With declining lift ticket sales, some resorts were forced to close down. This was the predicament of Fukagawa Ski Resort a number of years ago, finally ceasing operation when the balance sheet
when too much in to the red.
The interest in Japan skiing, and in particular the powder has given the ski industry a much needed shot in the arm. In the last few years, there has been a number of cat skiing operations that
have started up on abandoned ski resorts. NAC, or Niseko Adventure Centre saw the opportunity to use Fukagawa to open the area back up for cat-skiing under the name 'Otoe Powder Cat.'
The operation is located across the valley from Kamui Ski Links and around 40 minutes drive from Asahikawa, and an hour and 20 minutes drive from Furano. Geographically, it makes the most of a
relatively high precipitation area and is also the coldest places in Hokkaido, making the quality of the snow world class. Certainly the day that I skied there, the snow was the showcase,
having dumped a sizeable amount the previous night.
I was interested in the terrain that we were accessing, as I had skied Fukagawa Ski Resort back when the lifts ran. It was most suited to families with young children, as the mellow pisted runs
were perfect for learning how to ski. What attracted me to the resort at that time, was the terrain out of the ski area boundaries where a horse-shoe shaped bowl would feed you in on either side
through nicely spaced trees in to the valley.

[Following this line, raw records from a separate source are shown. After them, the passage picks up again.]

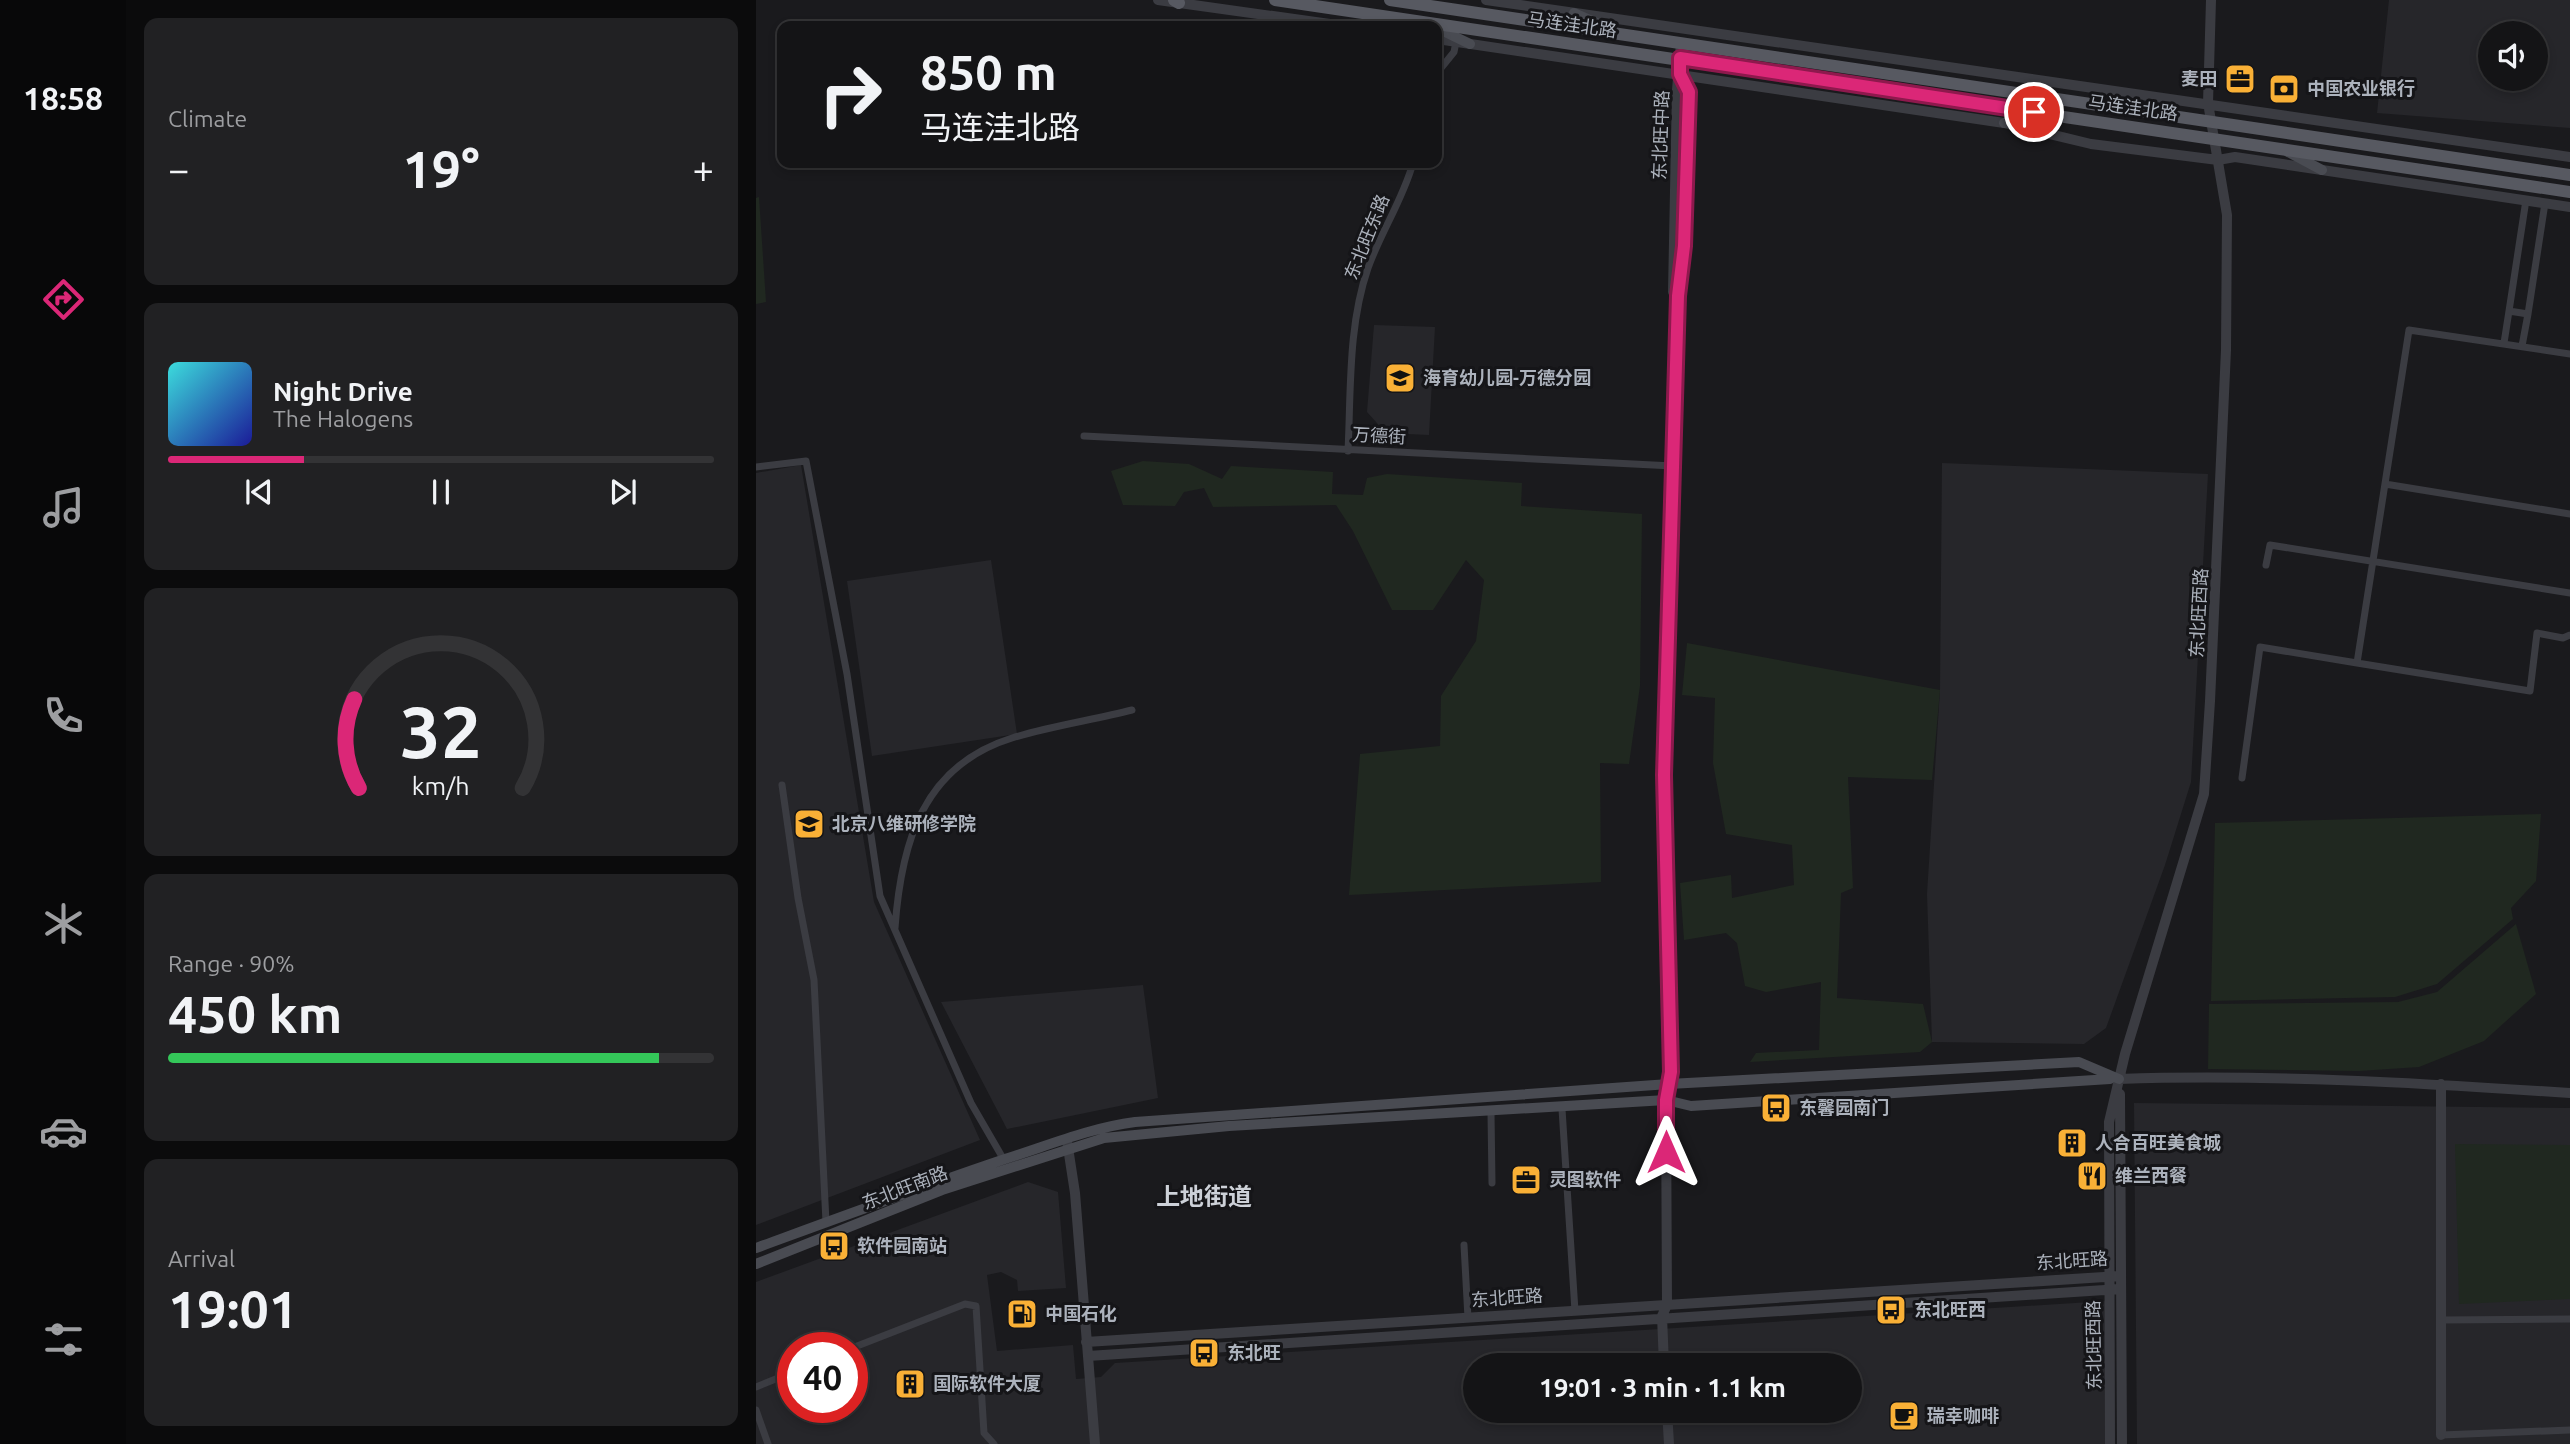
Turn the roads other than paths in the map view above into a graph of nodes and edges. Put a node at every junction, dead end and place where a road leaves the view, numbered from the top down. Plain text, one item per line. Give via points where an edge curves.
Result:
1 (1157, 0) edge
2 (1275, 0) edge
3 (1390, 0) edge
4 (1486, 0) edge
5 (2211, 0) edge
6 (1177, 2) edge
7 (1421, 2) edge
8 (1574, 13) junction
9 (1309, 21) edge
10 (1405, 21) edge
11 (1428, 21) edge
12 (1442, 27) edge
13 (1442, 31) edge
14 (1622, 34) junction
15 (1442, 40) edge
16 (1456, 42) junction
17 (1681, 43) junction
18 (1470, 44) junction
19 (1680, 58) junction
20 (1442, 67) edge
21 (1680, 74) junction
22 (2207, 103) junction
23 (2059, 115) junction
24 (2209, 121) junction
25 (2004, 123) junction
26 (2213, 137) junction
27 (2280, 148) junction
28 (2570, 156) edge
29 (2218, 160) junction
30 (1411, 168) edge
31 (2322, 170) junction
32 (2570, 175) edge
33 (2570, 192) edge
34 (2526, 200) junction
35 (2545, 203) junction
36 (2570, 207) edge
37 (2509, 311) junction
38 (2528, 314) junction
39 (2504, 343) junction
40 (2522, 346) junction
41 (2570, 354) edge
42 (1084, 436) dead end
43 (1349, 451) junction
44 (1673, 466) junction
45 (756, 467) edge
46 (2385, 484) junction
47 (2570, 514) edge
48 (2373, 562) junction
49 (2266, 565) dead end
50 (2570, 593) edge
51 (2570, 635) edge
52 (2357, 663) junction
53 (1132, 710) dead end
54 (2242, 778) dead end
55 (782, 785) dead end
56 (895, 932) junction
57 (2119, 1079) junction
58 (1669, 1084) junction
59 (2441, 1084) junction
60 (2570, 1093) edge
61 (1666, 1100) junction
62 (1562, 1109) junction
63 (1491, 1113) junction
64 (1067, 1138) junction
65 (1069, 1151) junction
66 (1004, 1160) junction
67 (1492, 1183) dead end
68 (826, 1222) junction
69 (1464, 1245) dead end
70 (756, 1248) edge
71 (756, 1264) edge
72 (2109, 1276) junction
73 (2120, 1276) junction
74 (2109, 1289) junction
75 (2120, 1289) junction
76 (1667, 1305) junction
77 (1575, 1311) junction
78 (1661, 1316) junction
79 (1468, 1318) junction
80 (2570, 1319) edge
81 (2441, 1320) junction
82 (1086, 1342) junction
83 (868, 1343) edge
84 (1663, 1353) edge
85 (1088, 1356) junction
86 (777, 1378) edge
87 (756, 1387) edge
88 (756, 1410) edge
89 (1668, 1423) edge
90 (2570, 1430) edge
91 (2441, 1435) joint
92 (768, 1444) edge
93 (994, 1444) edge
94 (1095, 1444) edge
95 (1669, 1444) edge
96 (2110, 1444) edge
97 (2122, 1444) edge

1 - 6 street
2 - 10 main road, 马连洼北路
3 - 7 main road, 马连洼北路
4 - 8 street, 马连洼北路
5 - 22 street, 东北旺西路
6 - 9 street
7 - 11 street
7 - 14 main road, 马连洼北路
8 - 14 main road
8 - 22 street, 马连洼北路
12 - 19 main road, 马连洼北路
13 - 18 main road
14 - 17 main road, 马连洼北路
15 - 16 street, 马连洼北路
16 - 18 street, 马连洼北路
16 - 20 street
17 - 19 street, 东北旺中路
17 - 24 main road, 马连洼北路
18 - 21 street, 马连洼北路
19 - 21 street, 东北旺中路
19 - 23 main road, 马连洼北路
21 - 25 street, 马连洼北路
21 - 44 street, 东北旺中路 via 1672,244 1673,292 1678,296
22 - 24 street, 东北旺西路
22 - 28 street, 马连洼北路
23 - 25 main road
23 - 26 main road, 马连洼北路
24 - 26 street, 东北旺西路
24 - 32 main road, 马连洼北路
25 - 29 street, 马连洼北路 via 2091,144
26 - 27 main road, 马连洼北路
26 - 29 street, 东北旺西路
27 - 31 main road
27 - 33 main road, 马连洼北路
29 - 31 street, 马连洼北路 via 2235,158
29 - 57 street, 东北旺西路 via 2227,215 2226,350 2204,794
30 - 43 street, 东北旺东路 via 1368,268 1359,305 1353,337
31 - 34 street, 马连洼北路
34 - 35 street, 马连洼北路
34 - 37 street
35 - 36 street, 马连洼北路
35 - 38 street
37 - 38 street
37 - 39 street
38 - 40 street
39 - 40 street
39 - 46 street via 2409,330
40 - 41 street
42 - 43 street, 万德街
43 - 44 street, 万德街
44 - 58 street, 东北旺中路 via 1664,798
45 - 56 street via 806,461 847,674 880,896
46 - 47 street
46 - 48 street
48 - 49 street via 2270,545
48 - 50 street
48 - 52 street
51 - 52 street via 2537,633 2530,691
52 - 54 street via 2260,648
53 - 56 street via 1011,738 978,753 946,779 921,810 905,849
55 - 68 street via 814,980
56 - 66 street via 971,1102
57 - 58 main road via 2079,1062
57 - 59 street
57 - 61 main road via 1691,1106
57 - 72 street, 东北旺西路 via 2109,1122 2107,1160
57 - 73 street, 东北旺西路
58 - 61 street, 东北旺中路
58 - 64 main road via 1135,1122
59 - 60 street
59 - 81 street
61 - 62 main road
61 - 76 street, 东北旺中路
62 - 63 main road
62 - 77 street
63 - 65 main road via 1229,1126 1104,1138
63 - 67 street
64 - 65 street
64 - 66 main road, 东北旺南路
65 - 71 main road, 东北旺南路 via 942,1190
65 - 82 street
66 - 68 main road, 东北旺南路
68 - 70 main road, 东北旺南路
69 - 79 street
72 - 73 street, 东北旺路
72 - 74 street, 东北旺西路
72 - 76 street, 东北旺路
73 - 75 street, 东北旺西路
74 - 75 street, 东北旺路
74 - 78 street, 东北旺路
74 - 96 street, 东北旺西路
75 - 97 street, 东北旺西路
76 - 77 street, 东北旺路
76 - 78 street
77 - 79 street, 东北旺路
78 - 84 street
78 - 85 street, 东北旺路
79 - 82 street, 东北旺路
80 - 81 street
81 - 91 street
82 - 85 street
83 - 93 street via 965,1304 976,1306 984,1433
85 - 94 street
86 - 87 street
88 - 92 street
89 - 95 street
90 - 91 street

This is the terrain where Otoe Powder Cat will take the skiers, whilst still using the old ski resort piste to ferry clients there.
The ride up is in a comfortable cabin from anywhere between 15 to 25 minutes. Sam, the lead guide, originally from the U.K enthusiastically gave an outline of the day ahead. The first run is a
level check to see that everyone is comfortable in deep snow, then it is another 2 runs to lunch, and another 3 afterwards. It would be 6 or 7 runs on an average day.
The snow is phenomenal. Sam assures me that they have enough terrain to provide fresh tracks even after a week of no snow. Cat skiing operations are providing an alternative powder product
to the resort side-country that are becoming more frequented by skier visitors from abroad.
It was an international group of skiers out for the day consisting of Australians, Americans and Chinese. I started chatting to Regan, who is based in Beijing, and has recently started a hotel
development in Furano. According to him, at the moment, there is less than one percent of the Chinese population skiing, but a government program intends to have ten percent
of the population skiing by the Beijing Winter Olympics in 2022.
That would be one hundred new million skiers and one big shot in the arm for the Japanese ski industry.